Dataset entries
┄┄┄┄┄┄┄┄┄┄┄┄┄┄┄┄┄┄┄┄

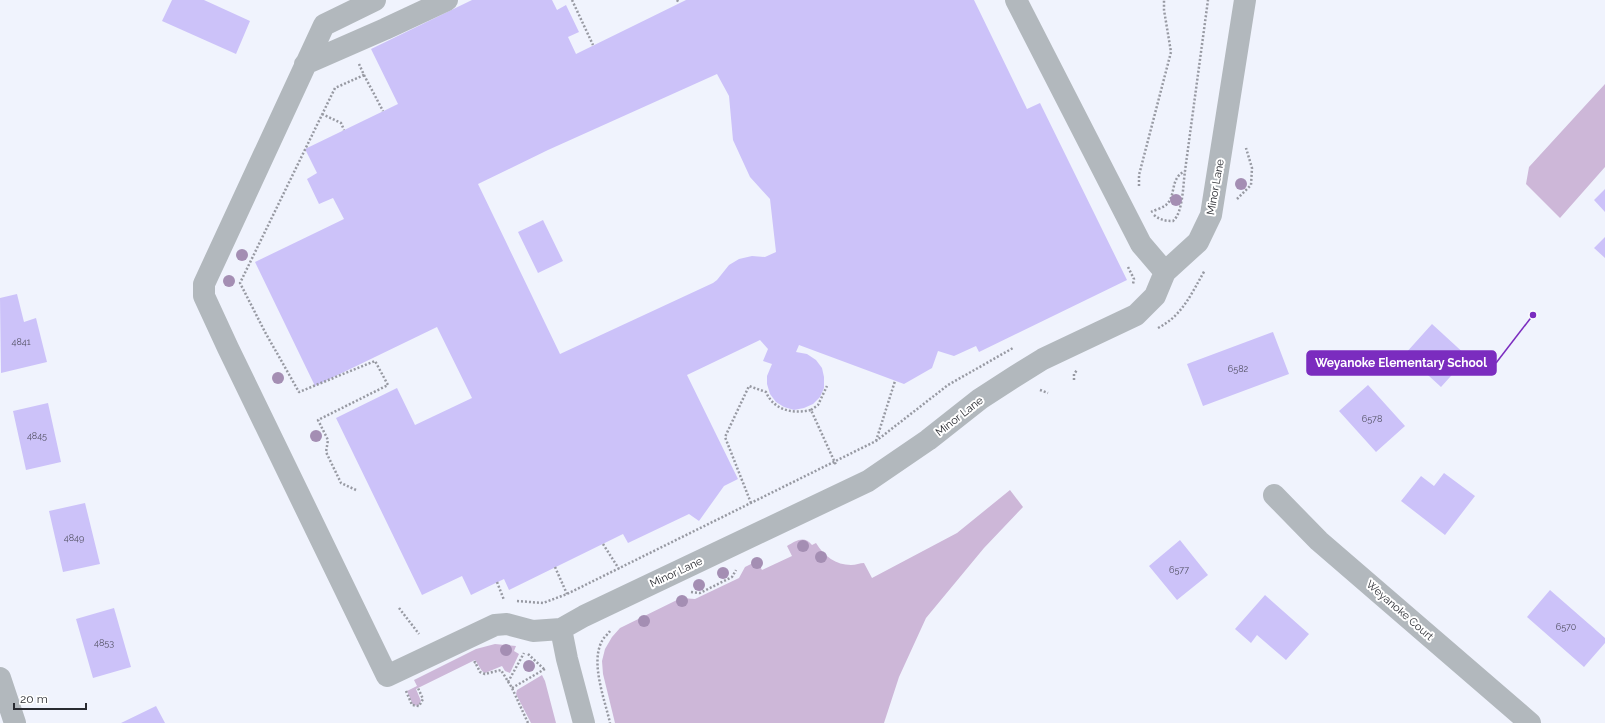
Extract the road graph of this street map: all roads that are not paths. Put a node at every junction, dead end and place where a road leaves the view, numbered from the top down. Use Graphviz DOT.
graph roads {
  1 [pos="336,0"];
  2 [pos="375,0"];
  3 [pos="447,0"];
  4 [pos="1016,0"];
  5 [pos="1245,0"];
  6 [pos="324,25"];
  7 [pos="305,64"];
  8 [pos="1165,272"];
  9 [pos="1274,495"];
  10 [pos="561,629"];
  11 [pos="0,678"];
  12 [pos="15,723"];
  13 [pos="584,723"];
  14 [pos="1530,723"];
  1 -- 6 [label="street"];
  2 -- 6 [label="street"];
  3 -- 7 [label="street"];
  4 -- 8 [label="street"];
  5 -- 8 [label="street, Minor Lane"];
  6 -- 7 [label="street"];
  7 -- 10 [label="street"];
  8 -- 10 [label="street, Minor Lane"];
  9 -- 14 [label="street, Weyanoke Court"];
  10 -- 13 [label="street"];
  11 -- 12 [label="street"];
}
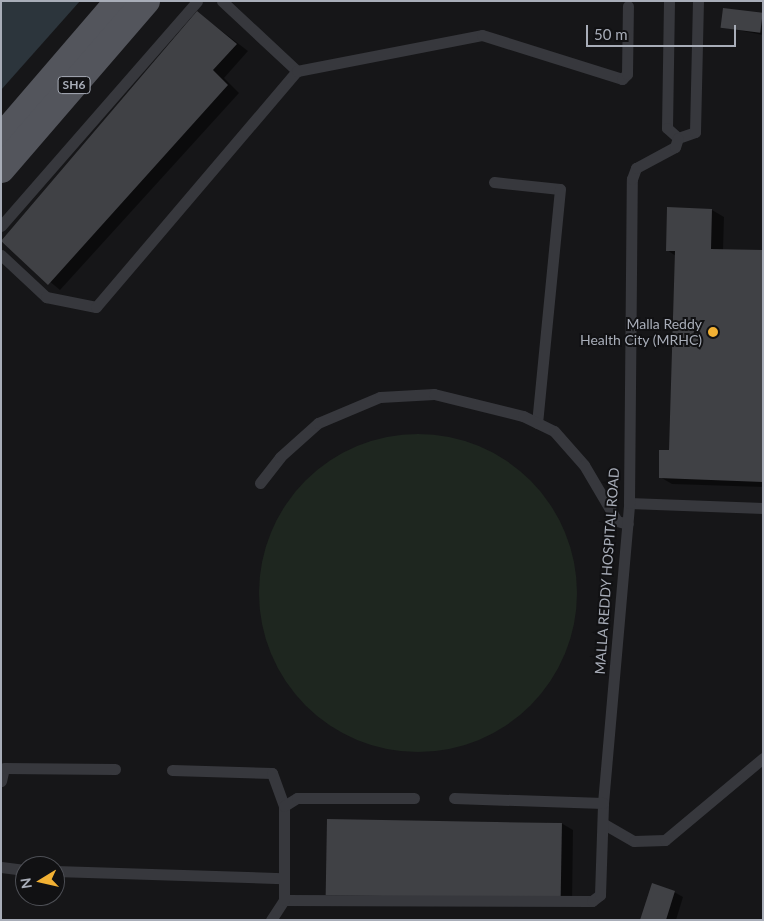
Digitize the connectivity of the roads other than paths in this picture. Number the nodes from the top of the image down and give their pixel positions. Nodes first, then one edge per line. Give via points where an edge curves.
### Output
1 (119, 1) edge
2 (146, 1) edge
3 (197, 1) edge
4 (222, 1) edge
5 (669, 1) edge
6 (698, 1) edge
7 (628, 6) dead end
8 (297, 71) junction
9 (1, 138) edge
10 (678, 138) junction
11 (1, 169) edge
12 (494, 182) dead end
13 (1, 226) edge
14 (1, 255) edge
15 (537, 423) junction
16 (260, 483) dead end
17 (629, 503) junction
18 (763, 508) edge
19 (628, 524) junction
20 (763, 758) edge
21 (114, 770) dead end
22 (172, 770) dead end
23 (1, 781) edge
24 (414, 798) dead end
25 (454, 798) dead end
26 (603, 802) junction
27 (284, 806) junction
28 (604, 824) junction
29 (1, 867) edge
30 (15, 869) edge
31 (65, 871) edge
32 (282, 878) junction
33 (284, 900) junction
34 (271, 920) edge

1 - 9 main road, SH6
2 - 11 main road, SH6
3 - 13 lane
4 - 8 lane
5 - 10 lane via 667,128
6 - 10 lane via 695,132
7 - 8 lane via 627,74 622,79 482,34
8 - 14 lane via 96,307 46,297
10 - 17 lane, MALLA REDDY HOSPITAL ROAD via 668,153 636,168 632,178
12 - 15 lane via 560,189
15 - 16 lane via 434,394 380,397 318,423 280,457
15 - 19 lane via 554,431 584,465 617,521
17 - 18 lane
17 - 19 lane, MALLA REDDY HOSPITAL ROAD
19 - 26 lane, MALLA REDDY HOSPITAL ROAD
20 - 28 lane via 665,840 634,840
21 - 23 lane via 4,768
22 - 27 lane via 272,774
24 - 27 lane via 297,798
25 - 26 lane
26 - 28 lane, MALLA REDDY HOSPITAL ROAD
27 - 32 lane
28 - 33 lane, MALLA REDDY HOSPITAL ROAD via 600,895 592,901
29 - 30 lane
31 - 32 lane
32 - 33 lane
33 - 34 lane

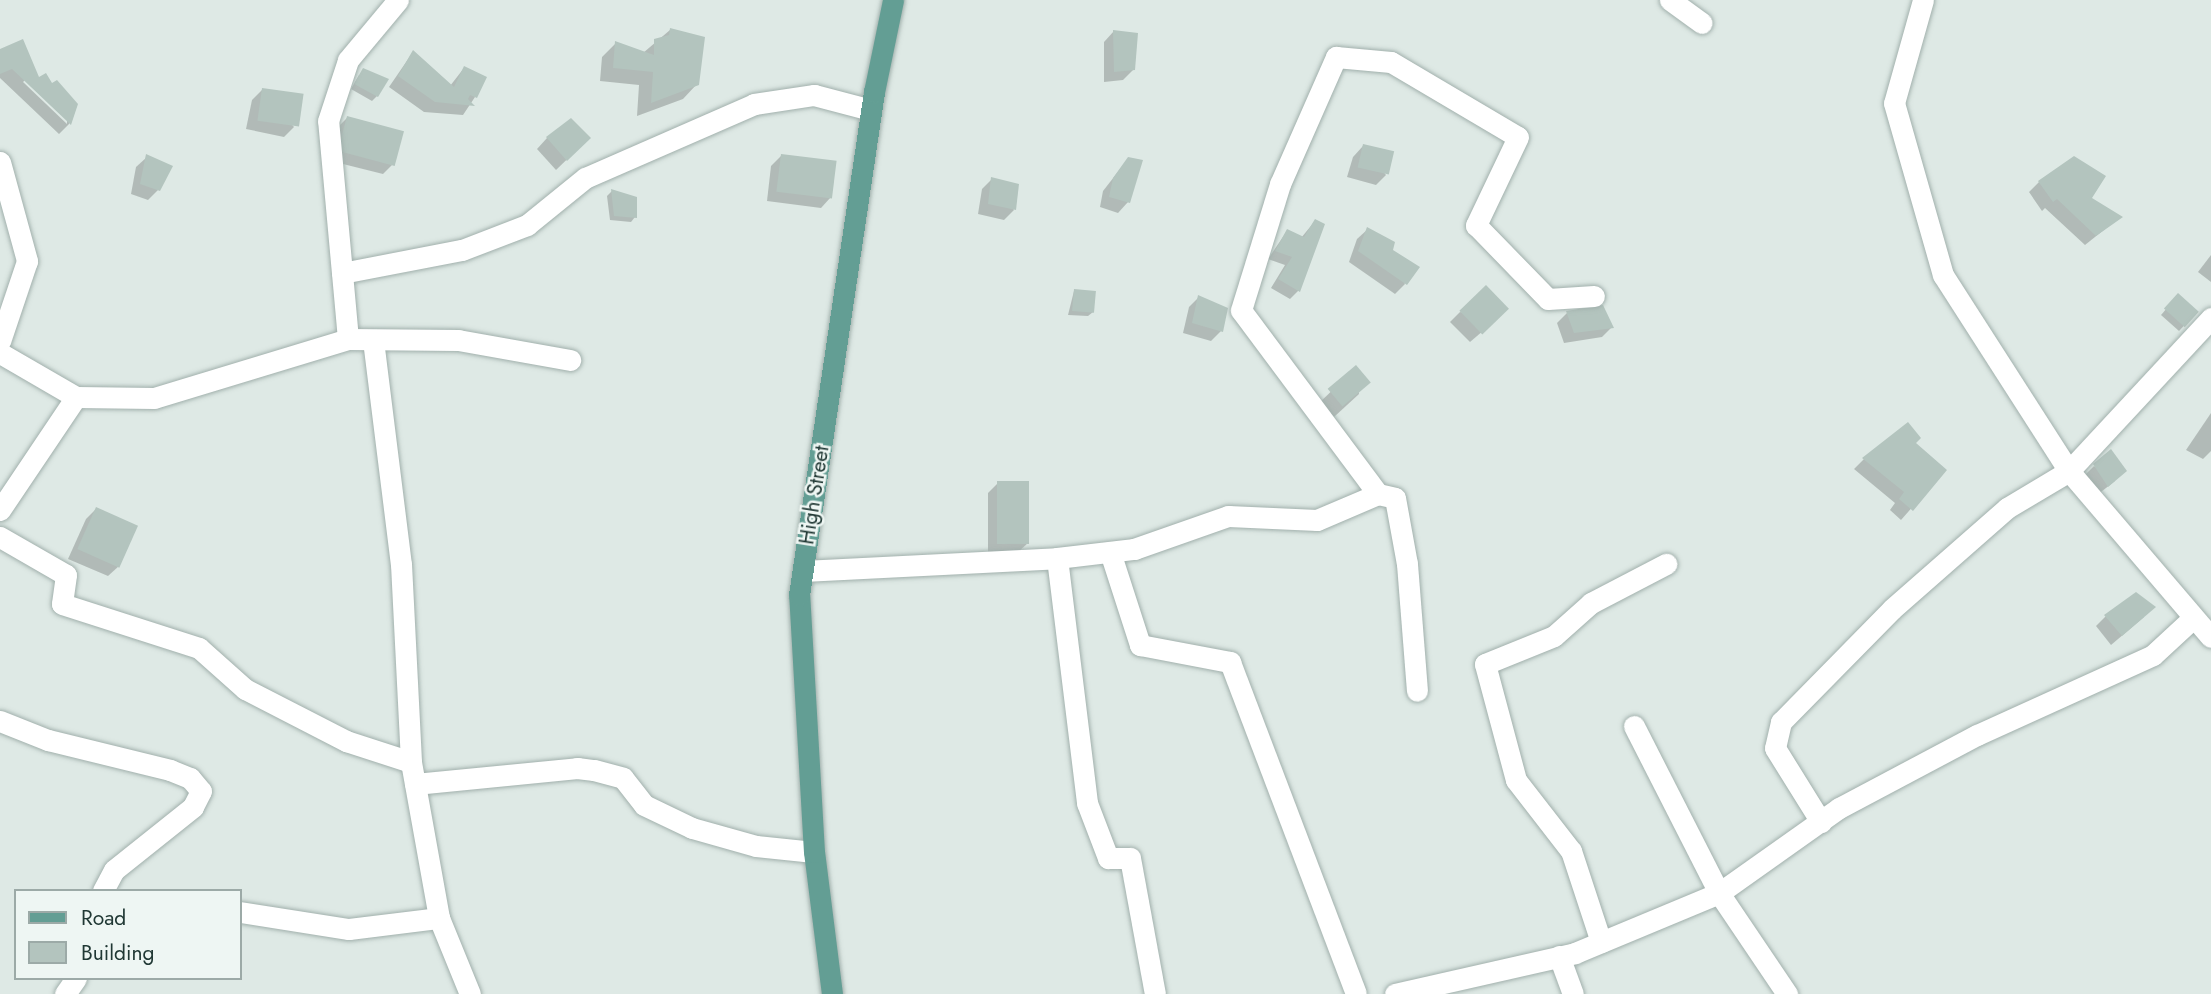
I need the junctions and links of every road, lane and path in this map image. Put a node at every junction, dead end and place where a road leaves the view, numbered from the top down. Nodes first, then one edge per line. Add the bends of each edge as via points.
1 (398, 0) edge
2 (893, 0) edge
3 (1671, 0) edge
4 (1923, 0) edge
5 (1702, 23) dead end
6 (871, 110) junction
7 (0, 162) edge
8 (342, 273) junction
9 (1594, 296) dead end
10 (2211, 318) edge
11 (348, 339) junction
12 (373, 340) junction
13 (0, 341) edge
14 (0, 353) edge
15 (570, 360) dead end
16 (76, 397) junction
17 (2070, 471) junction
18 (1378, 494) junction
19 (0, 510) edge
20 (0, 537) edge
21 (1110, 552) junction
22 (1057, 558) junction
23 (1667, 564) dead end
24 (803, 571) junction
25 (2192, 619) junction
26 (2211, 637) edge
27 (1417, 691) dead end
28 (0, 721) edge
29 (1634, 726) dead end
30 (411, 762) junction
31 (415, 784) junction
32 (1821, 822) junction
33 (814, 852) junction
34 (104, 889) edge
35 (1719, 892) junction
36 (242, 912) edge
37 (439, 918) junction
38 (1601, 942) junction
39 (1559, 956) junction
40 (1356, 993) edge
41 (470, 994) edge
42 (832, 994) edge
43 (1155, 994) edge
44 (1395, 994) edge
45 (1573, 994) edge
46 (1787, 994) edge

1 - 8 street via 348,60 328,121
2 - 6 main road, High Street
3 - 5 street
4 - 17 street via 1895,103 1943,275
6 - 8 street via 814,95 754,104 585,178 527,225 462,250
6 - 24 main road, High Street
7 - 13 street via 27,261
8 - 11 street
9 - 18 street via 1548,299 1476,225 1518,137 1391,62 1336,57 1280,184 1241,310
10 - 17 street
11 - 12 street
11 - 16 street via 154,398
12 - 15 street via 458,340
12 - 30 street via 401,564
14 - 16 street
16 - 19 street
17 - 25 street
17 - 32 street via 2007,508 1892,610 1781,722 1775,748
18 - 21 street via 1317,520 1228,516 1134,549
18 - 27 street via 1395,498 1407,564
20 - 30 street via 66,575 62,604 199,648 245,690 346,741
21 - 22 street
21 - 40 street via 1140,645 1230,662
22 - 24 street
22 - 43 street via 1087,803 1108,858 1130,858
23 - 38 street via 1591,603 1554,636 1485,664 1516,779 1571,851
24 - 33 main road, High Street via 799,595
25 - 26 street
25 - 32 street via 2153,655 1977,736
28 - 34 street via 48,740 170,770 190,778 201,792 193,807 114,870
29 - 35 street
30 - 31 street
31 - 33 street via 594,770 623,778 644,805 692,828 756,846
31 - 37 street
32 - 35 street
33 - 42 main road, High Street
35 - 38 street
35 - 46 street
36 - 37 street via 349,929
37 - 41 street
38 - 39 street
39 - 44 street
39 - 45 street

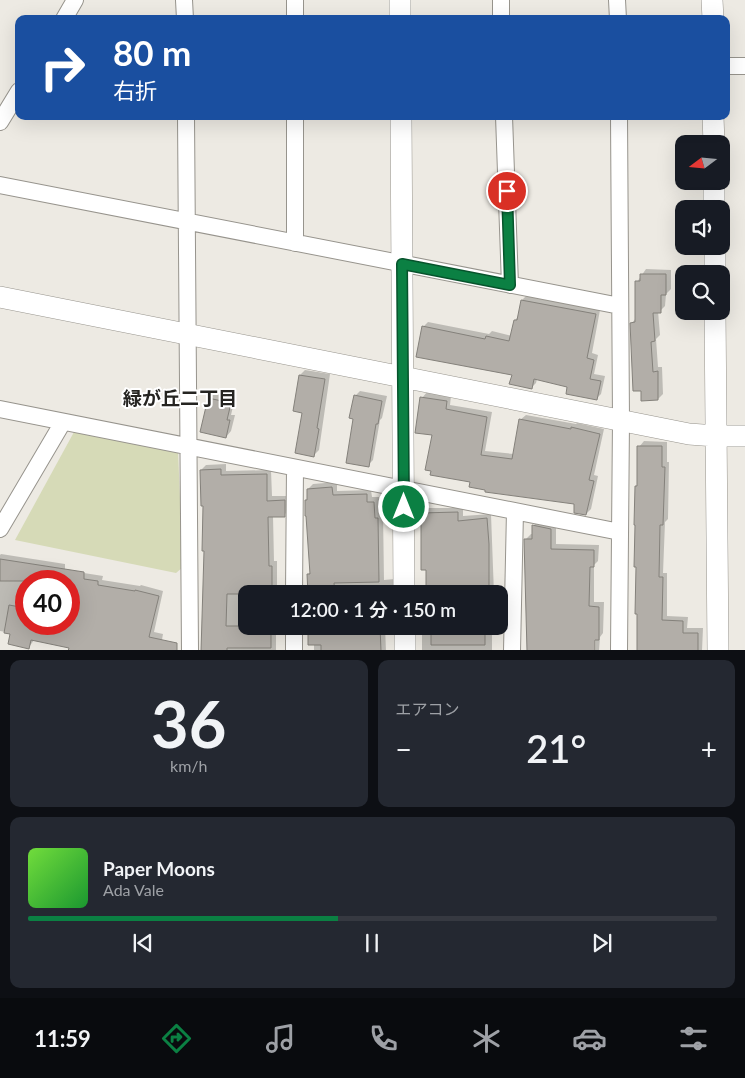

┄┄┄┄┄┄┄┄┄┄┄┄┄┄┄┄┄┄┄┄

**PROBLEM DESCRIPTION**
Exact copy, no pictures: please print the data above once more.

**EXERCISE RESPONSE**
Extract the road graph of this street map: all roads that are not paths. Put a node at every junction, dead end and place where a road leaves the view, numbered from the top down. Use Graphviz DOT.
graph roads {
  1 [pos="336,0"];
  2 [pos="375,0"];
  3 [pos="447,0"];
  4 [pos="1016,0"];
  5 [pos="1245,0"];
  6 [pos="324,25"];
  7 [pos="305,64"];
  8 [pos="1165,272"];
  9 [pos="1274,495"];
  10 [pos="561,629"];
  11 [pos="0,678"];
  12 [pos="15,723"];
  13 [pos="584,723"];
  14 [pos="1530,723"];
  1 -- 6 [label="street"];
  2 -- 6 [label="street"];
  3 -- 7 [label="street"];
  4 -- 8 [label="street"];
  5 -- 8 [label="street, Minor Lane"];
  6 -- 7 [label="street"];
  7 -- 10 [label="street"];
  8 -- 10 [label="street, Minor Lane"];
  9 -- 14 [label="street, Weyanoke Court"];
  10 -- 13 [label="street"];
  11 -- 12 [label="street"];
}
Digitize the connectivity of the roads other than paths in this picture. Number the nodes from the top of the image down and give their pixel positions. Nodes first, then one edge per line. Give via points where an edge curves.
### Output
1 (119, 1) edge
2 (146, 1) edge
3 (197, 1) edge
4 (222, 1) edge
5 (669, 1) edge
6 (698, 1) edge
7 (628, 6) dead end
8 (297, 71) junction
9 (1, 138) edge
10 (678, 138) junction
11 (1, 169) edge
12 (494, 182) dead end
13 (1, 226) edge
14 (1, 255) edge
15 (537, 423) junction
16 (260, 483) dead end
17 (629, 503) junction
18 (763, 508) edge
19 (628, 524) junction
20 (763, 758) edge
21 (114, 770) dead end
22 (172, 770) dead end
23 (1, 781) edge
24 (414, 798) dead end
25 (454, 798) dead end
26 (603, 802) junction
27 (284, 806) junction
28 (604, 824) junction
29 (1, 867) edge
30 (15, 869) edge
31 (65, 871) edge
32 (282, 878) junction
33 (284, 900) junction
34 (271, 920) edge

1 - 9 main road, SH6
2 - 11 main road, SH6
3 - 13 lane
4 - 8 lane
5 - 10 lane via 667,128
6 - 10 lane via 695,132
7 - 8 lane via 627,74 622,79 482,34
8 - 14 lane via 96,307 46,297
10 - 17 lane, MALLA REDDY HOSPITAL ROAD via 668,153 636,168 632,178
12 - 15 lane via 560,189
15 - 16 lane via 434,394 380,397 318,423 280,457
15 - 19 lane via 554,431 584,465 617,521
17 - 18 lane
17 - 19 lane, MALLA REDDY HOSPITAL ROAD
19 - 26 lane, MALLA REDDY HOSPITAL ROAD
20 - 28 lane via 665,840 634,840
21 - 23 lane via 4,768
22 - 27 lane via 272,774
24 - 27 lane via 297,798
25 - 26 lane
26 - 28 lane, MALLA REDDY HOSPITAL ROAD
27 - 32 lane
28 - 33 lane, MALLA REDDY HOSPITAL ROAD via 600,895 592,901
29 - 30 lane
31 - 32 lane
32 - 33 lane
33 - 34 lane

I need the junctions and links of every road, lane and path in this map image. Put a node at every junction, dead end and place where a road leaves the view, numbered from the top down. Nodes first, then one edge per line. Add the bends of each edge as via points.
1 (398, 0) edge
2 (893, 0) edge
3 (1671, 0) edge
4 (1923, 0) edge
5 (1702, 23) dead end
6 (871, 110) junction
7 (0, 162) edge
8 (342, 273) junction
9 (1594, 296) dead end
10 (2211, 318) edge
11 (348, 339) junction
12 (373, 340) junction
13 (0, 341) edge
14 (0, 353) edge
15 (570, 360) dead end
16 (76, 397) junction
17 (2070, 471) junction
18 (1378, 494) junction
19 (0, 510) edge
20 (0, 537) edge
21 (1110, 552) junction
22 (1057, 558) junction
23 (1667, 564) dead end
24 (803, 571) junction
25 (2192, 619) junction
26 (2211, 637) edge
27 (1417, 691) dead end
28 (0, 721) edge
29 (1634, 726) dead end
30 (411, 762) junction
31 (415, 784) junction
32 (1821, 822) junction
33 (814, 852) junction
34 (104, 889) edge
35 (1719, 892) junction
36 (242, 912) edge
37 (439, 918) junction
38 (1601, 942) junction
39 (1559, 956) junction
40 (1356, 993) edge
41 (470, 994) edge
42 (832, 994) edge
43 (1155, 994) edge
44 (1395, 994) edge
45 (1573, 994) edge
46 (1787, 994) edge

1 - 8 street via 348,60 328,121
2 - 6 main road, High Street
3 - 5 street
4 - 17 street via 1895,103 1943,275
6 - 8 street via 814,95 754,104 585,178 527,225 462,250
6 - 24 main road, High Street
7 - 13 street via 27,261
8 - 11 street
9 - 18 street via 1548,299 1476,225 1518,137 1391,62 1336,57 1280,184 1241,310
10 - 17 street
11 - 12 street
11 - 16 street via 154,398
12 - 15 street via 458,340
12 - 30 street via 401,564
14 - 16 street
16 - 19 street
17 - 25 street
17 - 32 street via 2007,508 1892,610 1781,722 1775,748
18 - 21 street via 1317,520 1228,516 1134,549
18 - 27 street via 1395,498 1407,564
20 - 30 street via 66,575 62,604 199,648 245,690 346,741
21 - 22 street
21 - 40 street via 1140,645 1230,662
22 - 24 street
22 - 43 street via 1087,803 1108,858 1130,858
23 - 38 street via 1591,603 1554,636 1485,664 1516,779 1571,851
24 - 33 main road, High Street via 799,595
25 - 26 street
25 - 32 street via 2153,655 1977,736
28 - 34 street via 48,740 170,770 190,778 201,792 193,807 114,870
29 - 35 street
30 - 31 street
31 - 33 street via 594,770 623,778 644,805 692,828 756,846
31 - 37 street
32 - 35 street
33 - 42 main road, High Street
35 - 38 street
35 - 46 street
36 - 37 street via 349,929
37 - 41 street
38 - 39 street
39 - 44 street
39 - 45 street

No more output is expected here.